Section 8. Confidentiality Agreement; Cooperation.

 

(a)        Confidentiality
Agreement. As a condition of Employee’s employment with the Company under the terms of this Agreement, Employee has executed
and delivered to the Company a Confidentiality Agreement. The parties hereto acknowledge and agree that this Agreement and the
Confidentiality Agreement shall be considered separate contracts. In addition, Employee represents and warrants that he shall be
able to and will perform the duties of this position without utilizing any confidential and/or proprietary information that Employee
may have obtained in connection with employment with any prior employer, and that he shall not (i) disclose any such information
to the Company, or (ii) induce any Company employee to use any such information, in either case in violation of any confidentiality
obligation, whether by agreement or otherwise.

 

(b)        Litigation
and Regulatory Cooperation.
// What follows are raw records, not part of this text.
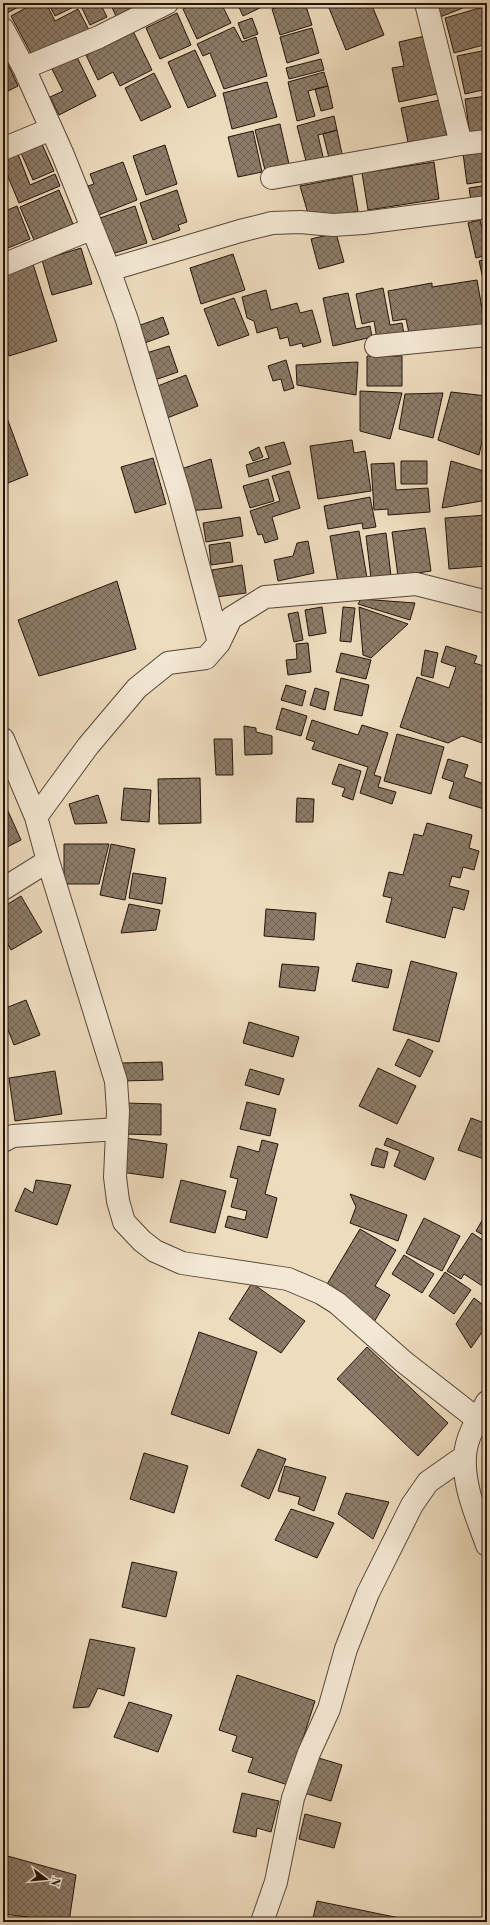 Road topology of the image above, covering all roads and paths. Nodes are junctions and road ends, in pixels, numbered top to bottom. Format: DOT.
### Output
graph roads {
  1 [pos="168,3"];
  2 [pos="426,3"];
  3 [pos="4,34"];
  4 [pos="24,68"];
  5 [pos="51,129"];
  6 [pos="487,141"];
  7 [pos="461,144"];
  8 [pos="3,149"];
  9 [pos="272,178"];
  10 [pos="487,207"];
  11 [pos="92,229"];
  12 [pos="3,265"];
  13 [pos="109,270"];
  14 [pos="487,335"];
  15 [pos="376,346"];
  16 [pos="487,602"];
  17 [pos="219,643"];
  18 [pos="3,739"];
  19 [pos="36,817"];
  20 [pos="48,861"];
  21 [pos="3,889"];
  22 [pos="117,1129"];
  23 [pos="3,1141"];
  24 [pos="482,1411"];
  25 [pos="465,1456"];
  26 [pos="487,1545"];
  27 [pos="262,1922"];
  1 -- 4 [label="street"];
  2 -- 7 [label="street"];
  3 -- 4 [label="street"];
  4 -- 5 [label="street"];
  5 -- 8 [label="street"];
  5 -- 11 [label="street"];
  6 -- 7 [label="street"];
  7 -- 9 [label="street"];
  10 -- 13 [label="street"];
  11 -- 12 [label="street"];
  11 -- 13 [label="street"];
  13 -- 17 [label="street"];
  14 -- 15 [label="street"];
  16 -- 17 [label="street"];
  17 -- 19 [label="street"];
  18 -- 19 [label="street"];
  19 -- 20 [label="street"];
  20 -- 21 [label="street"];
  20 -- 22 [label="street"];
  22 -- 23 [label="street"];
  22 -- 24 [label="street"];
  24 -- 25 [label="street"];
  25 -- 26 [label="street"];
  25 -- 27 [label="street"];
} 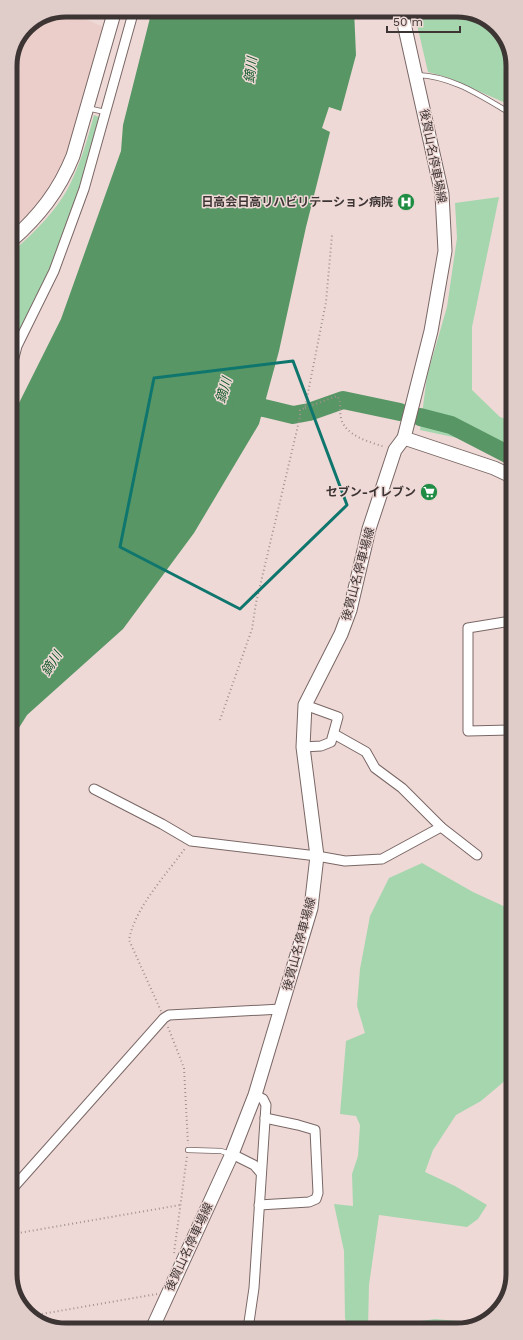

During and after Employee’s employment, Employee shall cooperate fully with the Company in
the defense or prosecution of any claims or actions now in existence or which may be brought in the future against or on behalf
of the Company which relate to events or occurrences that transpired while the Company employed Employee, provided, that the Employee
will not have an obligation under this paragraph with respect to any claim in which the Employee has filed directly against the
Company or related persons or entities or if such cooperation would be materially adverse to his own legal interests. The Employee’s
full cooperation in connection with such claims or actions shall include, but not be limited to, being available to meet with counsel
to prepare for discovery or trial and to act as a witness on behalf of the Company at mutually convenient times. During and after
Employee’s employment, Employee also shall cooperate fully with the Company in connection with any investigation or review
of any federal, state or local regulatory authority as any such investigation or review relates to events or occurrences that transpired
while Employee was employed by the Company, provided Employee will not have any obligation under this paragraph with respect to
any claim in which Employee has filed directly against the Company or related persons or entities. The Company shall reimburse
Employee for any reasonable and documented out-of-pocket expenses incurred in connection with Employee’s performance of obligations
pursuant to this Section 8(b) In the event that Employee has ceased to be employed by the Company prior to the performance
of the obligation pursuant to this Section 10(b), the Company shall compensate Employee at a rate of $250 per hour for all reasonable
documented time.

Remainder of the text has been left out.